The latest movie from Edgar Wright is the 2025 Stephen King adaptation The Running Man, which follows desperate everyman Ben Richards (Glen Powell) as he gambles his life by entering a brutal, televised death-match for the chance to win a billion dollars. Up against a corrupt media empire that controls the game – and the narrative — Richards isn’t just fighting for survival, but trying to expose the dark truth the network has buried.
The Running Man is, overall, an enjoyable popcorn film — slick, propulsive, and fun, even if not everything clicks. The first two acts land especially well: Wright builds a vivid dystopian world defined by a massive divide between rich and poor, and the set pieces are incredibly staged. When the movie leans into spectacle and social satire, it really works.
Where things falter is in the third act. Once Emilia Jones the actress from CODA is introduced, the pacing suddenly shifts and the narrative loses some of the momentum it had been steadily building. It doesn’t ruin the movie, but it dulls the urgency and edge that the opening two-thirds delivered with confidence.
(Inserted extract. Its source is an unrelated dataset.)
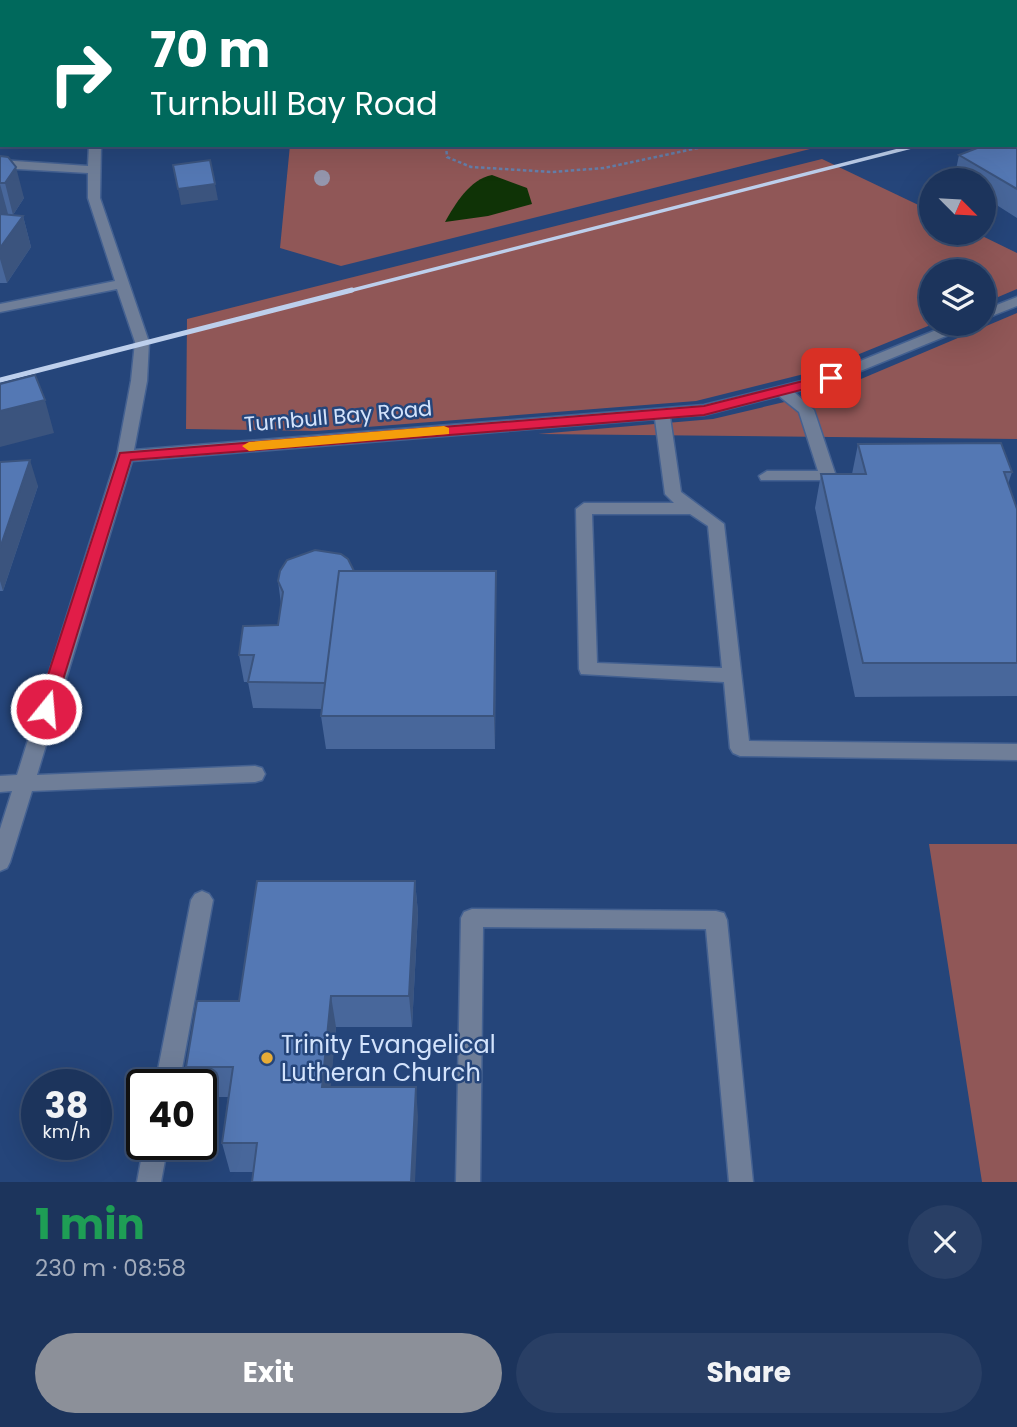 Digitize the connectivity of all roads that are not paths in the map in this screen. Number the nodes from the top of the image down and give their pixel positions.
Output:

I also struggled with Glen Powell in this role. Other than Timothée Chalamet, he might be one of the few current actors who can open a movie on star power alone, but he feels miscast here. Powell usually excels as the easy-going, charismatic cowboy type, and this part called for someone with more grit and barely controlled rage. The character spends most of the film angry, and Powell’s natural charm runs counter to that energy.
The motivation that gets Richards into the Running Man competition also feels a bit thin from a writing standpoint — but once he enters the game, the film clicks into an exhilarating rhythm. And without a doubt, the strongest scenes belong to Colman Domingo. He had big shoes to fill playing the game show host, that was previously played by Richard Dawson. Every time he’s on screen, the movie sharpens: more intensity, more presence, more charisma. He feels like he’s in the exact version of the story the whole film was reaching for.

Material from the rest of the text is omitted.